Work required:
Exactly as written, return every line of the data below apart from the pictures.

Information given:

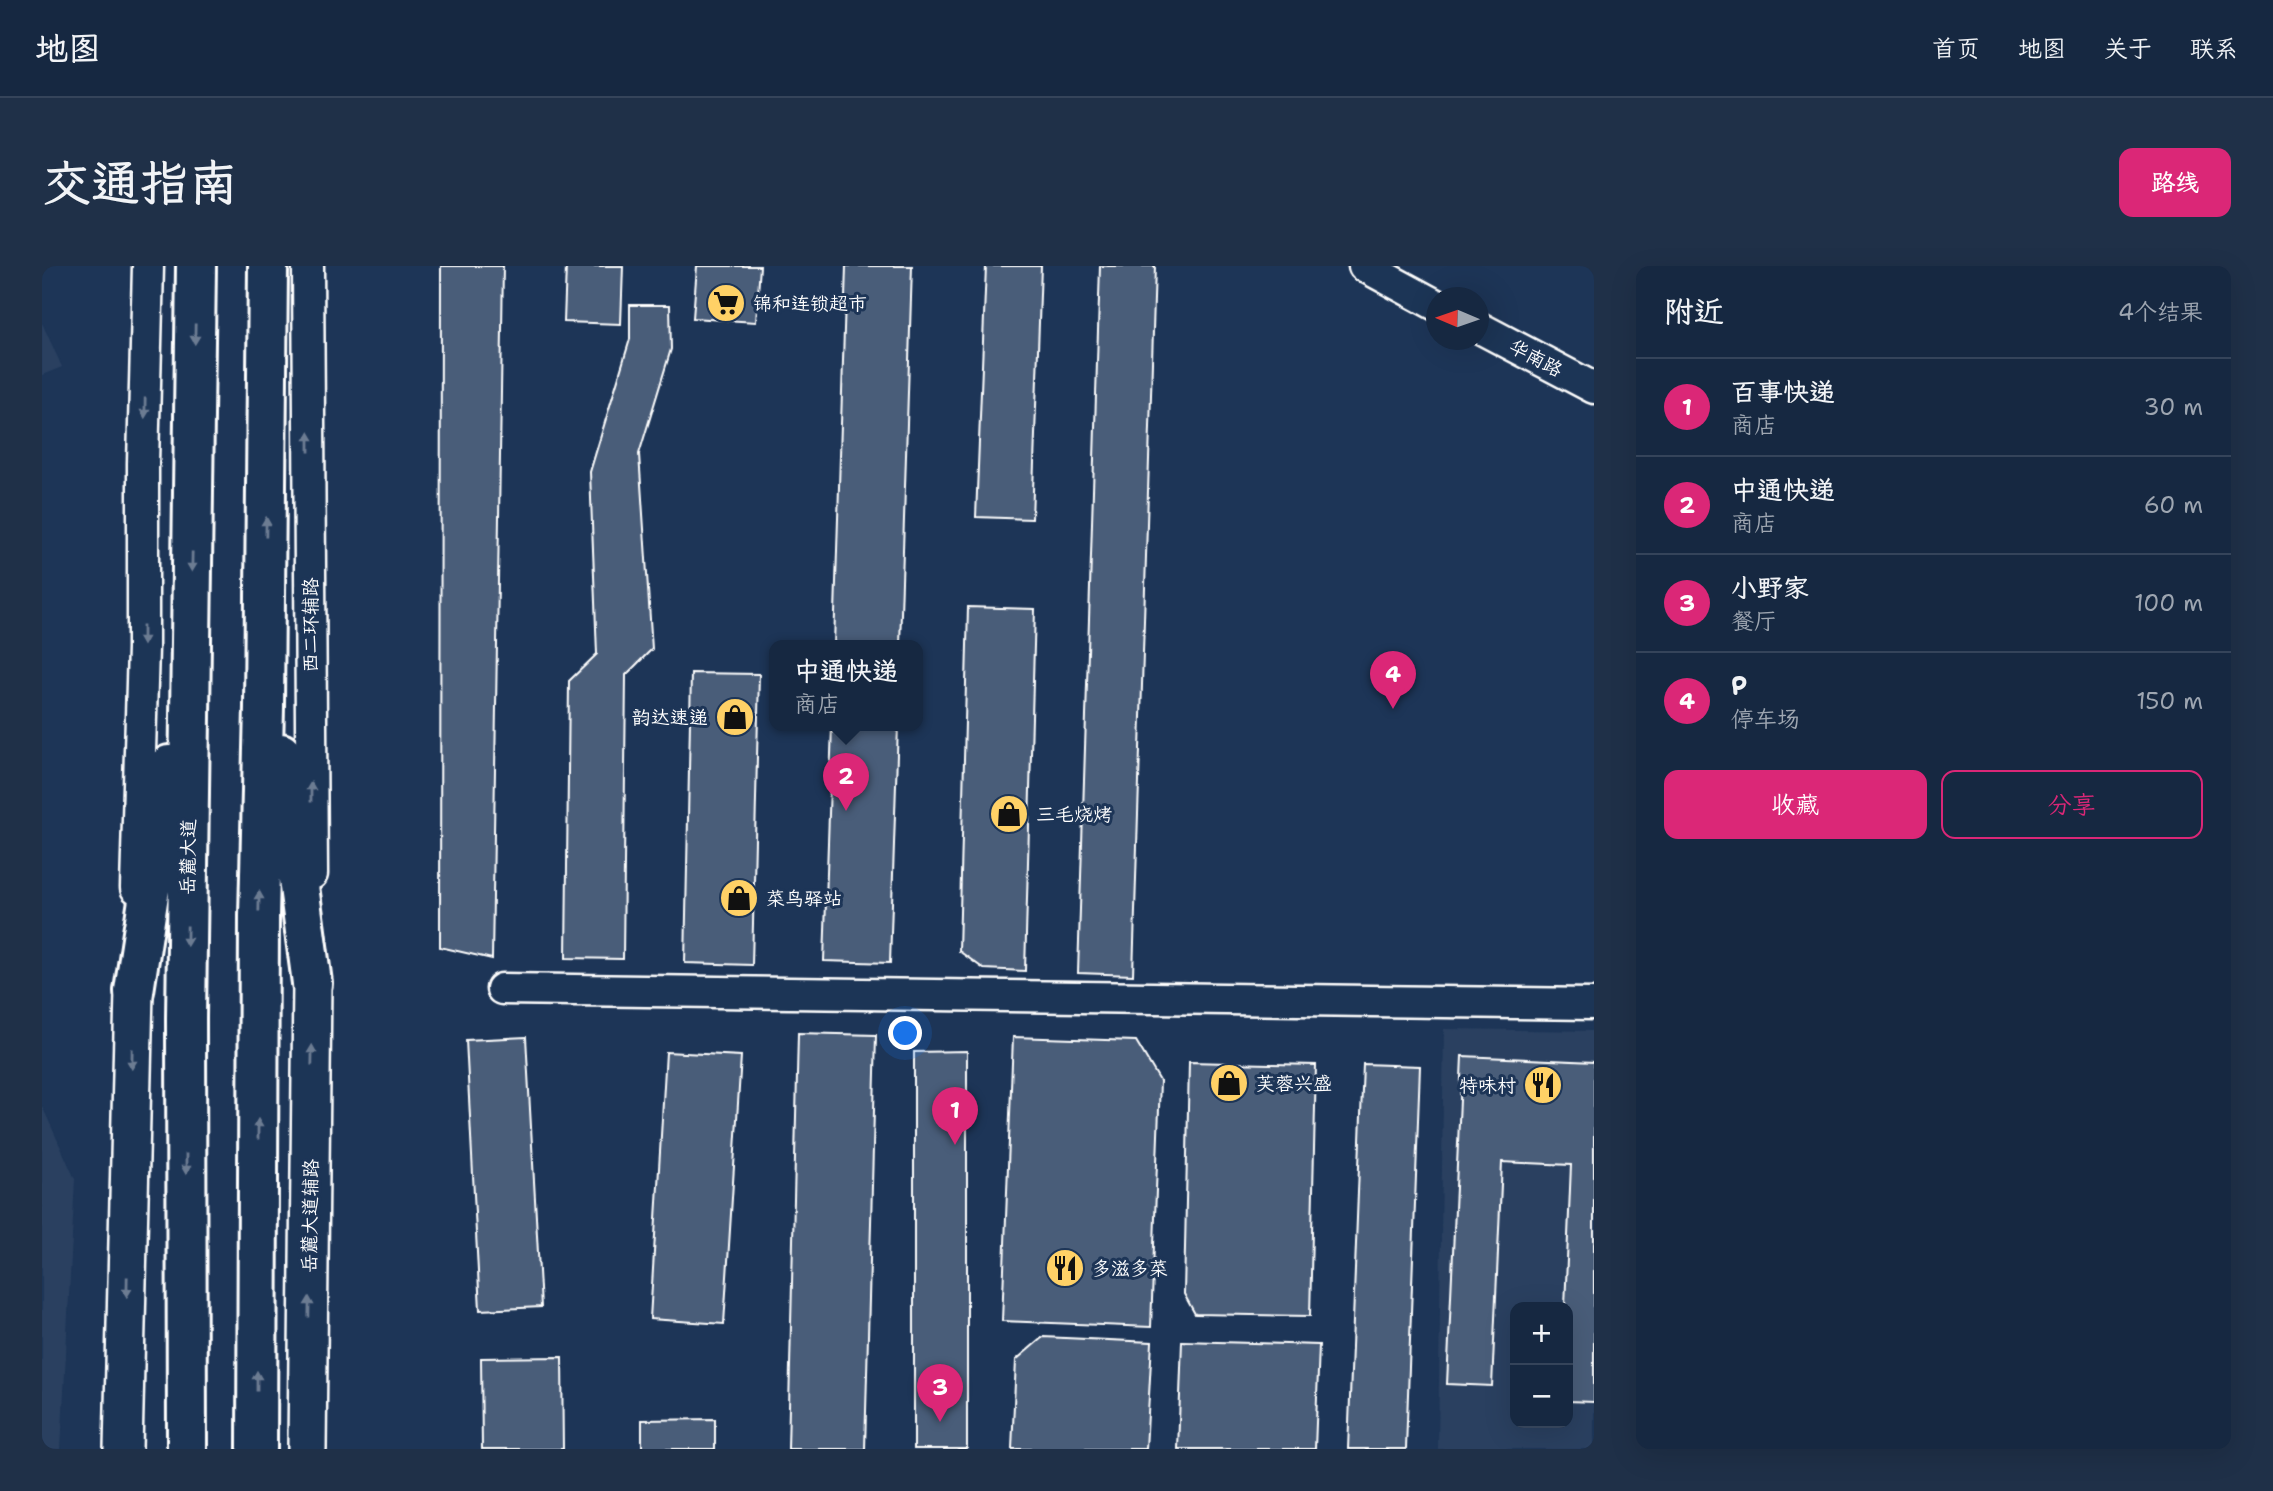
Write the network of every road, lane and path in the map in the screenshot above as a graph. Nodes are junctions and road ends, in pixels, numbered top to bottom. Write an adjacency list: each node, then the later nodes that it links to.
1 (148, 266): 13 (street, one-way to 13)
2 (196, 266): 10 (highway, 岳麓大道, one-way to 10)
3 (268, 266): 9 (highway, one-way to 3)
4 (308, 266): 11 (street, 西二环辅路, one-way to 4)
5 (1364, 266): 6 (street)
6 (1426, 298)
7 (1489, 332): 8 (street, 华南路)
8 (1594, 388)
9 (265, 628): 11 (highway); 17 (highway, one-way to 9)
10 (190, 631): 13 (highway); 16 (highway, 岳麓大道, one-way to 16)
11 (312, 983): 18 (main road, 岳麓大道辅路, one-way to 11)
12 (502, 989): 14 (street)
13 (134, 991): 15 (main road, one-way to 15)
14 (1594, 1004)
15 (123, 1449)
16 (187, 1449)
17 (257, 1449)
18 (307, 1449)

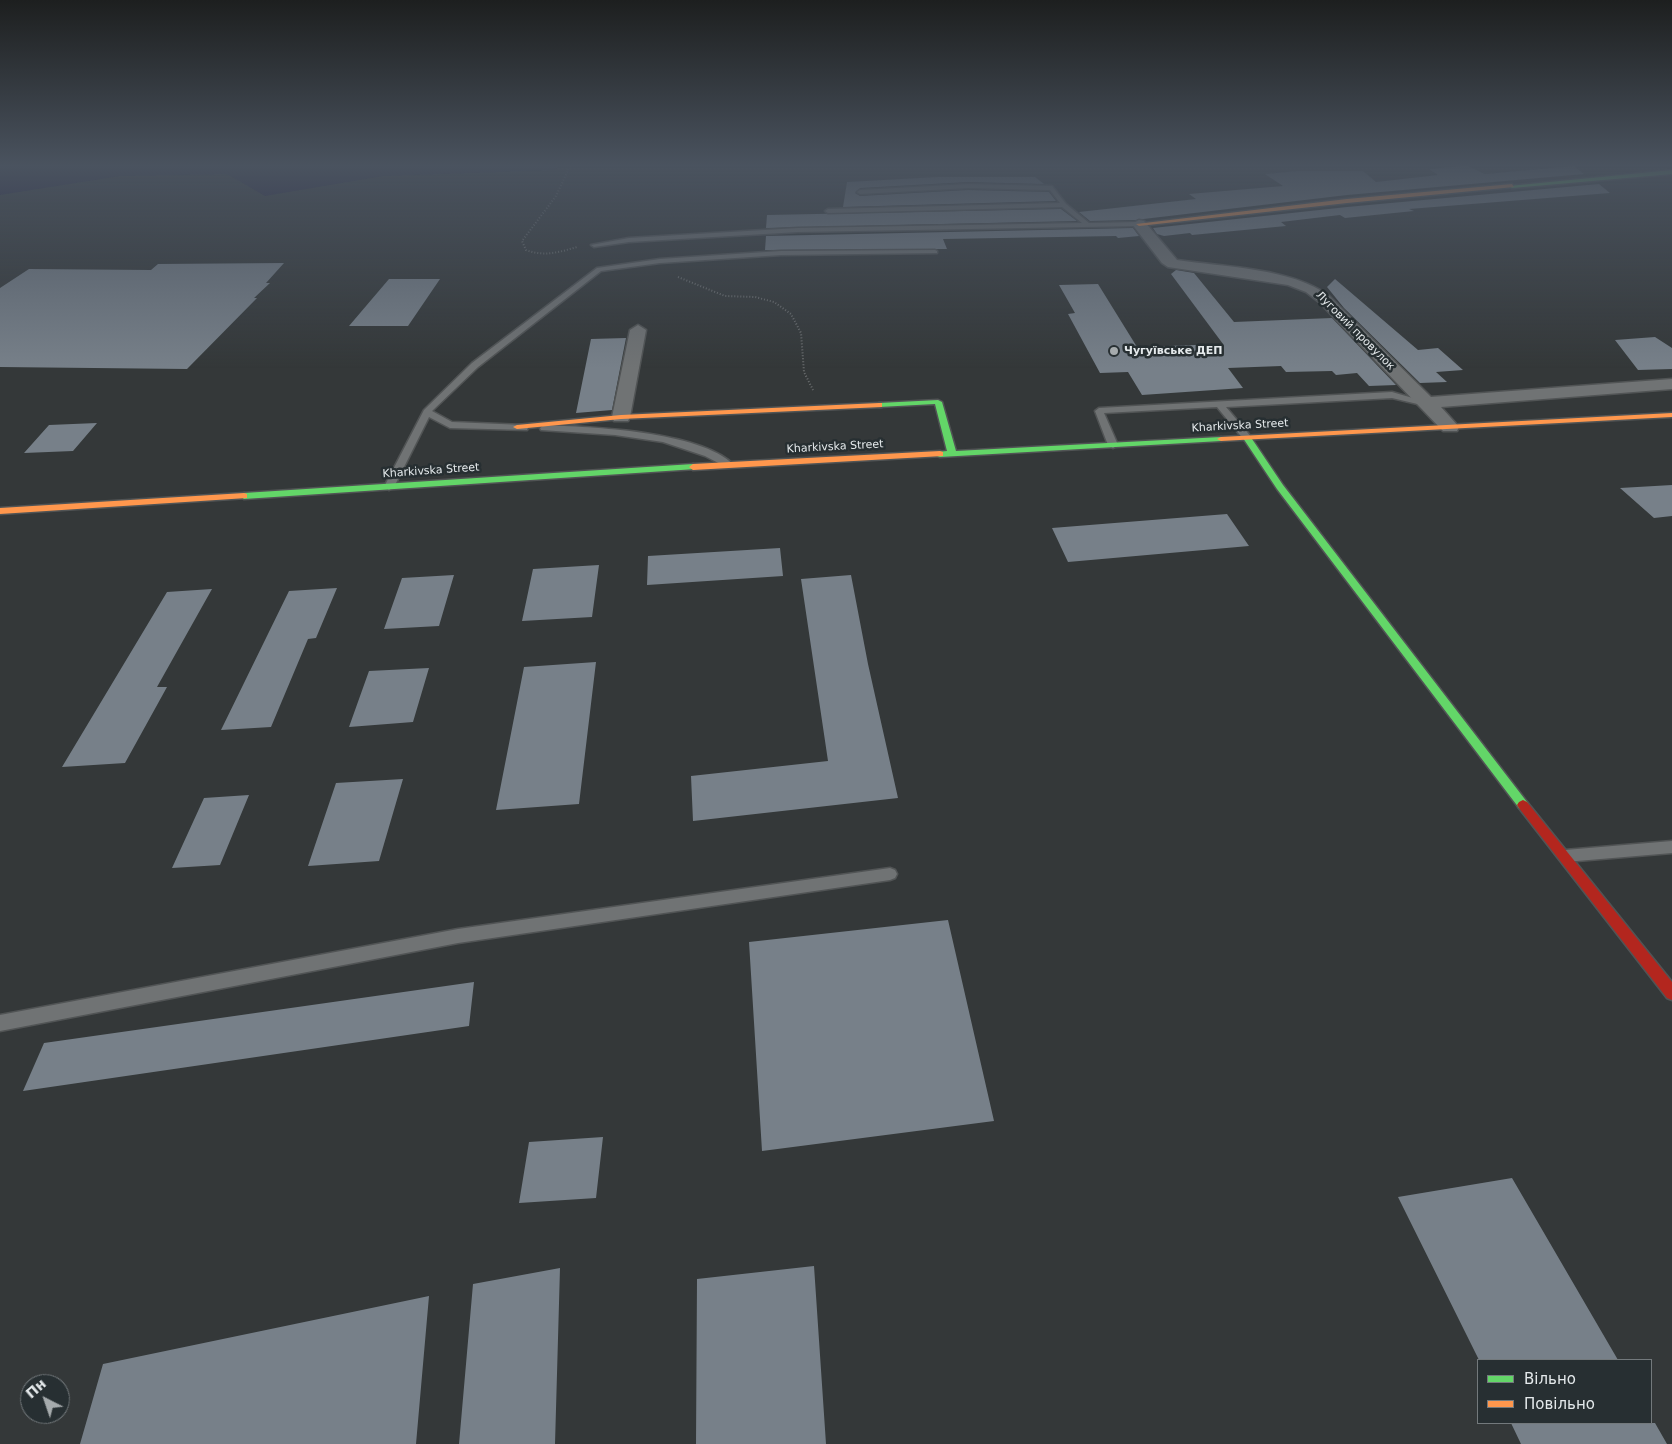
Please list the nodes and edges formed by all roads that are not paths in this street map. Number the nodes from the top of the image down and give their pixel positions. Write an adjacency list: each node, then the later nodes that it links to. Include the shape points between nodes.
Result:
1 (741, 233): 3 (lane)
2 (1146, 233): 7 (street, Луговий провулок, via 1173,264 1291,281 1311,289)
3 (594, 245)
4 (935, 252): 9 (lane, via 781,253 660,261 599,269 475,365)
5 (638, 330): 11 (street)
6 (1672, 384): 7 (street)
7 (1426, 403): 8 (lane, via 1392,395); 12 (street, Луговий провулок)
8 (1220, 405): 14 (lane); 15 (lane, via 1099,411)
9 (427, 412): 13 (lane, via 450,425); 18 (lane)
10 (1672, 415): 12 (main road, Kharkivska Street)
11 (621, 417): 13 (main road); 16 (main road, via 938,402)
12 (1450, 427): 14 (main road, Kharkivska Street)
13 (517, 428): 17 (lane, via 662,438 711,454)
14 (1247, 438): 15 (main road, Kharkivska Street); 21 (main road, via 1280,486)
15 (1113, 445): 16 (main road, Kharkivska Street)
16 (952, 453): 17 (main road, Kharkivska Street)
17 (729, 465): 18 (main road, Kharkivska Street)
18 (389, 486): 19 (main road, Kharkivska Street)
19 (0, 511)
20 (1672, 848): 21 (lane)
21 (1562, 856): 23 (main road)
22 (890, 874): 24 (lane, via 458,936)
23 (1672, 993)
24 (0, 1023)

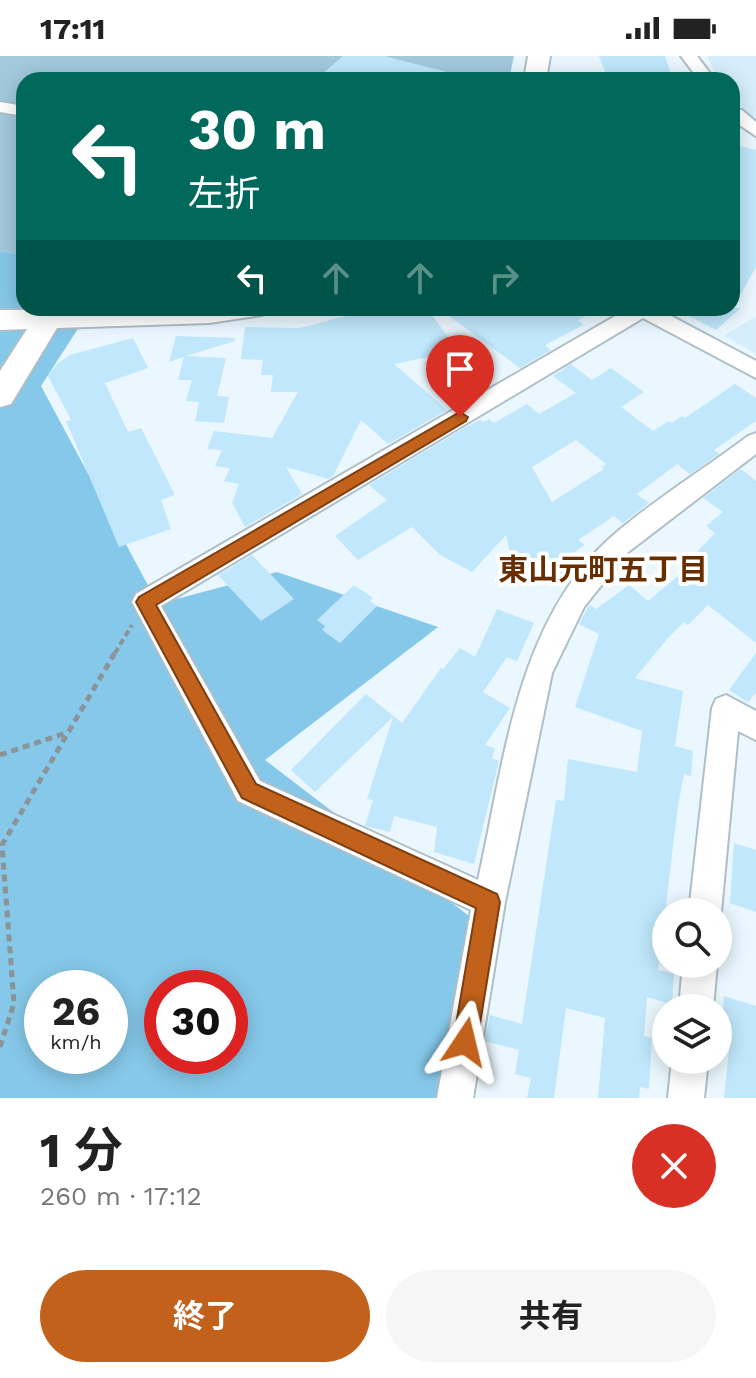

Result for this exercise:
Write the network of every road, lane and path in the map in the screenshot above as a graph. Nodes are junctions and road ends, in pixels, numbered top to bottom. Write an adjacency list: each node, then the later nodes that it links to.
1 (148, 266): 13 (street, one-way to 13)
2 (196, 266): 10 (highway, 岳麓大道, one-way to 10)
3 (268, 266): 9 (highway, one-way to 3)
4 (308, 266): 11 (street, 西二环辅路, one-way to 4)
5 (1364, 266): 6 (street)
6 (1426, 298)
7 (1489, 332): 8 (street, 华南路)
8 (1594, 388)
9 (265, 628): 11 (highway); 17 (highway, one-way to 9)
10 (190, 631): 13 (highway); 16 (highway, 岳麓大道, one-way to 16)
11 (312, 983): 18 (main road, 岳麓大道辅路, one-way to 11)
12 (502, 989): 14 (street)
13 (134, 991): 15 (main road, one-way to 15)
14 (1594, 1004)
15 (123, 1449)
16 (187, 1449)
17 (257, 1449)
18 (307, 1449)

Please list the nodes and edges formed by all roads that are not paths in this street map. Number the nodes from the top of the image down and give their pixel positions. Write an adjacency list: each node, then the later nodes that it links to. Include the shape points between nodes.
Result:
1 (741, 233): 3 (lane)
2 (1146, 233): 7 (street, Луговий провулок, via 1173,264 1291,281 1311,289)
3 (594, 245)
4 (935, 252): 9 (lane, via 781,253 660,261 599,269 475,365)
5 (638, 330): 11 (street)
6 (1672, 384): 7 (street)
7 (1426, 403): 8 (lane, via 1392,395); 12 (street, Луговий провулок)
8 (1220, 405): 14 (lane); 15 (lane, via 1099,411)
9 (427, 412): 13 (lane, via 450,425); 18 (lane)
10 (1672, 415): 12 (main road, Kharkivska Street)
11 (621, 417): 13 (main road); 16 (main road, via 938,402)
12 (1450, 427): 14 (main road, Kharkivska Street)
13 (517, 428): 17 (lane, via 662,438 711,454)
14 (1247, 438): 15 (main road, Kharkivska Street); 21 (main road, via 1280,486)
15 (1113, 445): 16 (main road, Kharkivska Street)
16 (952, 453): 17 (main road, Kharkivska Street)
17 (729, 465): 18 (main road, Kharkivska Street)
18 (389, 486): 19 (main road, Kharkivska Street)
19 (0, 511)
20 (1672, 848): 21 (lane)
21 (1562, 856): 23 (main road)
22 (890, 874): 24 (lane, via 458,936)
23 (1672, 993)
24 (0, 1023)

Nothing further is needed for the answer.